*TASK*: Return every record below exactly.

[Stored items]
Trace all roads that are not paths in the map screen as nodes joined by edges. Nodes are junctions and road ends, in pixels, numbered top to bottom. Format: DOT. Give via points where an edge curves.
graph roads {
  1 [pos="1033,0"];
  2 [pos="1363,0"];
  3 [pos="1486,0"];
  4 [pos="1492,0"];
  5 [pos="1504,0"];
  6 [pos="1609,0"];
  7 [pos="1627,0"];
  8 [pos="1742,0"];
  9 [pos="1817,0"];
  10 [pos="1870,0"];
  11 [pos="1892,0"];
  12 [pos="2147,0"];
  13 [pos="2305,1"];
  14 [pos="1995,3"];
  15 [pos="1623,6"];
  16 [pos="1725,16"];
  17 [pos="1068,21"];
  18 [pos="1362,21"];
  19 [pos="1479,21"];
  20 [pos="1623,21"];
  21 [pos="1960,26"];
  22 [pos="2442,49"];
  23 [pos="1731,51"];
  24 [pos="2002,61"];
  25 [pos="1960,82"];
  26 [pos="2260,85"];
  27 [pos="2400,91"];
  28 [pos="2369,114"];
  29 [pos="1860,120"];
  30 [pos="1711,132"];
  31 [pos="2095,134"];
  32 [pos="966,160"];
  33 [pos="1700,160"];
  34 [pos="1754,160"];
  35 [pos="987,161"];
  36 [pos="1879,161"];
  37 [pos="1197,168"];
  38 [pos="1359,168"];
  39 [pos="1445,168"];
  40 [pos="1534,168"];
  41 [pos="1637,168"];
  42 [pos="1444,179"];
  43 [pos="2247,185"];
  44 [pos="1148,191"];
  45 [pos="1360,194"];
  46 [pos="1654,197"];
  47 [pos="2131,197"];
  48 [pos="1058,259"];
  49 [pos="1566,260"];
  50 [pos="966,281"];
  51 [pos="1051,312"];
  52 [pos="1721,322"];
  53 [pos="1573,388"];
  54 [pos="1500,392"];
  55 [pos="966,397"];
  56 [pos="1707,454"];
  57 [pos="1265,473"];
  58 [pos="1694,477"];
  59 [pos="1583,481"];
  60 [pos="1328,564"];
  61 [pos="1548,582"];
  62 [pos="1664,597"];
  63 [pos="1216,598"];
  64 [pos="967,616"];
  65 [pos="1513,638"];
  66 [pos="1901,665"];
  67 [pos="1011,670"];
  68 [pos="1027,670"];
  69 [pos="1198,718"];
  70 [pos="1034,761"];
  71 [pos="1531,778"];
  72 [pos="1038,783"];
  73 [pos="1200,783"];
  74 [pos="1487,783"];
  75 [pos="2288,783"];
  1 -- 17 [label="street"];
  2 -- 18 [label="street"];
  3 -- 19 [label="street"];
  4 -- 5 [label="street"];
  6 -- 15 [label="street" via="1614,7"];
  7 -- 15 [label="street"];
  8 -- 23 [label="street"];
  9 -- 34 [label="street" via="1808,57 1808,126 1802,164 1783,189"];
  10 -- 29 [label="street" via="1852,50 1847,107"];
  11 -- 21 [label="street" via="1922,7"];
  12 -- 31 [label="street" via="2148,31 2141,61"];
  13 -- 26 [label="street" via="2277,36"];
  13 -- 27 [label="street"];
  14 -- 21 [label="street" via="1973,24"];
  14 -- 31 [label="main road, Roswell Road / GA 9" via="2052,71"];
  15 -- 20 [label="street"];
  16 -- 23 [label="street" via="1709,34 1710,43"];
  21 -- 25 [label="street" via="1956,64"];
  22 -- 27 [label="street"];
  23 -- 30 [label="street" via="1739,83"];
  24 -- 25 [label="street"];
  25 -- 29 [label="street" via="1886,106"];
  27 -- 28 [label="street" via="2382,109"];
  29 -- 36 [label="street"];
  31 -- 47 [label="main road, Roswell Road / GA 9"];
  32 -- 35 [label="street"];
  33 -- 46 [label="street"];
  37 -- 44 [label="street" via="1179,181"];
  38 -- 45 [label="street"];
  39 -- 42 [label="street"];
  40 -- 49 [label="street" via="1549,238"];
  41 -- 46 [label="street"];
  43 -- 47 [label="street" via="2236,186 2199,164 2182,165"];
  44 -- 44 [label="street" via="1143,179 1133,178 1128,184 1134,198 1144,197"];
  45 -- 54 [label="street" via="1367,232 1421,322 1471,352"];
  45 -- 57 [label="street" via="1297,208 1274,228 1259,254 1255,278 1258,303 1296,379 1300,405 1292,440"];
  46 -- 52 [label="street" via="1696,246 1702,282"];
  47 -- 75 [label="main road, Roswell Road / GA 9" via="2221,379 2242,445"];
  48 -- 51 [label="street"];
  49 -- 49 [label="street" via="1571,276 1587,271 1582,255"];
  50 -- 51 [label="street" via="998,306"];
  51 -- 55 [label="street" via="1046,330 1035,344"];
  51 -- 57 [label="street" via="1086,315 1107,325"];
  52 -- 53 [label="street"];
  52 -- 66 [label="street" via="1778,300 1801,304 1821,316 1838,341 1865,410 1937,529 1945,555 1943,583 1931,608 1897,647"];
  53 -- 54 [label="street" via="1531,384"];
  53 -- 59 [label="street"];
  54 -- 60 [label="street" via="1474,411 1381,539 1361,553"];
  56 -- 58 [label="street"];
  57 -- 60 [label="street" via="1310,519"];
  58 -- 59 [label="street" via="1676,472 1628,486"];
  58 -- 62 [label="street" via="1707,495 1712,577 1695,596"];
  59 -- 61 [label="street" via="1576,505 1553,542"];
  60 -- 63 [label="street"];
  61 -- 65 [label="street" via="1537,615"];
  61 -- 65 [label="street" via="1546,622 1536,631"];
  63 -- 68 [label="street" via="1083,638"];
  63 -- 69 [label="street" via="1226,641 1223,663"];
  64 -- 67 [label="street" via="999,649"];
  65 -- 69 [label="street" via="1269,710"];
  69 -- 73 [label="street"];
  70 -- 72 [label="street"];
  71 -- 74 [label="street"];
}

*YOUR RESPONSE*:
Trace all roads that are not paths in the map screen as nodes joined by edges. Nodes are junctions and road ends, in pixels, numbered top to bottom. Format: DOT. Give via points where an edge curves.
graph roads {
  1 [pos="1033,0"];
  2 [pos="1363,0"];
  3 [pos="1486,0"];
  4 [pos="1492,0"];
  5 [pos="1504,0"];
  6 [pos="1609,0"];
  7 [pos="1627,0"];
  8 [pos="1742,0"];
  9 [pos="1817,0"];
  10 [pos="1870,0"];
  11 [pos="1892,0"];
  12 [pos="2147,0"];
  13 [pos="2305,1"];
  14 [pos="1995,3"];
  15 [pos="1623,6"];
  16 [pos="1725,16"];
  17 [pos="1068,21"];
  18 [pos="1362,21"];
  19 [pos="1479,21"];
  20 [pos="1623,21"];
  21 [pos="1960,26"];
  22 [pos="2442,49"];
  23 [pos="1731,51"];
  24 [pos="2002,61"];
  25 [pos="1960,82"];
  26 [pos="2260,85"];
  27 [pos="2400,91"];
  28 [pos="2369,114"];
  29 [pos="1860,120"];
  30 [pos="1711,132"];
  31 [pos="2095,134"];
  32 [pos="966,160"];
  33 [pos="1700,160"];
  34 [pos="1754,160"];
  35 [pos="987,161"];
  36 [pos="1879,161"];
  37 [pos="1197,168"];
  38 [pos="1359,168"];
  39 [pos="1445,168"];
  40 [pos="1534,168"];
  41 [pos="1637,168"];
  42 [pos="1444,179"];
  43 [pos="2247,185"];
  44 [pos="1148,191"];
  45 [pos="1360,194"];
  46 [pos="1654,197"];
  47 [pos="2131,197"];
  48 [pos="1058,259"];
  49 [pos="1566,260"];
  50 [pos="966,281"];
  51 [pos="1051,312"];
  52 [pos="1721,322"];
  53 [pos="1573,388"];
  54 [pos="1500,392"];
  55 [pos="966,397"];
  56 [pos="1707,454"];
  57 [pos="1265,473"];
  58 [pos="1694,477"];
  59 [pos="1583,481"];
  60 [pos="1328,564"];
  61 [pos="1548,582"];
  62 [pos="1664,597"];
  63 [pos="1216,598"];
  64 [pos="967,616"];
  65 [pos="1513,638"];
  66 [pos="1901,665"];
  67 [pos="1011,670"];
  68 [pos="1027,670"];
  69 [pos="1198,718"];
  70 [pos="1034,761"];
  71 [pos="1531,778"];
  72 [pos="1038,783"];
  73 [pos="1200,783"];
  74 [pos="1487,783"];
  75 [pos="2288,783"];
  1 -- 17 [label="street"];
  2 -- 18 [label="street"];
  3 -- 19 [label="street"];
  4 -- 5 [label="street"];
  6 -- 15 [label="street" via="1614,7"];
  7 -- 15 [label="street"];
  8 -- 23 [label="street"];
  9 -- 34 [label="street" via="1808,57 1808,126 1802,164 1783,189"];
  10 -- 29 [label="street" via="1852,50 1847,107"];
  11 -- 21 [label="street" via="1922,7"];
  12 -- 31 [label="street" via="2148,31 2141,61"];
  13 -- 26 [label="street" via="2277,36"];
  13 -- 27 [label="street"];
  14 -- 21 [label="street" via="1973,24"];
  14 -- 31 [label="main road, Roswell Road / GA 9" via="2052,71"];
  15 -- 20 [label="street"];
  16 -- 23 [label="street" via="1709,34 1710,43"];
  21 -- 25 [label="street" via="1956,64"];
  22 -- 27 [label="street"];
  23 -- 30 [label="street" via="1739,83"];
  24 -- 25 [label="street"];
  25 -- 29 [label="street" via="1886,106"];
  27 -- 28 [label="street" via="2382,109"];
  29 -- 36 [label="street"];
  31 -- 47 [label="main road, Roswell Road / GA 9"];
  32 -- 35 [label="street"];
  33 -- 46 [label="street"];
  37 -- 44 [label="street" via="1179,181"];
  38 -- 45 [label="street"];
  39 -- 42 [label="street"];
  40 -- 49 [label="street" via="1549,238"];
  41 -- 46 [label="street"];
  43 -- 47 [label="street" via="2236,186 2199,164 2182,165"];
  44 -- 44 [label="street" via="1143,179 1133,178 1128,184 1134,198 1144,197"];
  45 -- 54 [label="street" via="1367,232 1421,322 1471,352"];
  45 -- 57 [label="street" via="1297,208 1274,228 1259,254 1255,278 1258,303 1296,379 1300,405 1292,440"];
  46 -- 52 [label="street" via="1696,246 1702,282"];
  47 -- 75 [label="main road, Roswell Road / GA 9" via="2221,379 2242,445"];
  48 -- 51 [label="street"];
  49 -- 49 [label="street" via="1571,276 1587,271 1582,255"];
  50 -- 51 [label="street" via="998,306"];
  51 -- 55 [label="street" via="1046,330 1035,344"];
  51 -- 57 [label="street" via="1086,315 1107,325"];
  52 -- 53 [label="street"];
  52 -- 66 [label="street" via="1778,300 1801,304 1821,316 1838,341 1865,410 1937,529 1945,555 1943,583 1931,608 1897,647"];
  53 -- 54 [label="street" via="1531,384"];
  53 -- 59 [label="street"];
  54 -- 60 [label="street" via="1474,411 1381,539 1361,553"];
  56 -- 58 [label="street"];
  57 -- 60 [label="street" via="1310,519"];
  58 -- 59 [label="street" via="1676,472 1628,486"];
  58 -- 62 [label="street" via="1707,495 1712,577 1695,596"];
  59 -- 61 [label="street" via="1576,505 1553,542"];
  60 -- 63 [label="street"];
  61 -- 65 [label="street" via="1537,615"];
  61 -- 65 [label="street" via="1546,622 1536,631"];
  63 -- 68 [label="street" via="1083,638"];
  63 -- 69 [label="street" via="1226,641 1223,663"];
  64 -- 67 [label="street" via="999,649"];
  65 -- 69 [label="street" via="1269,710"];
  69 -- 73 [label="street"];
  70 -- 72 [label="street"];
  71 -- 74 [label="street"];
}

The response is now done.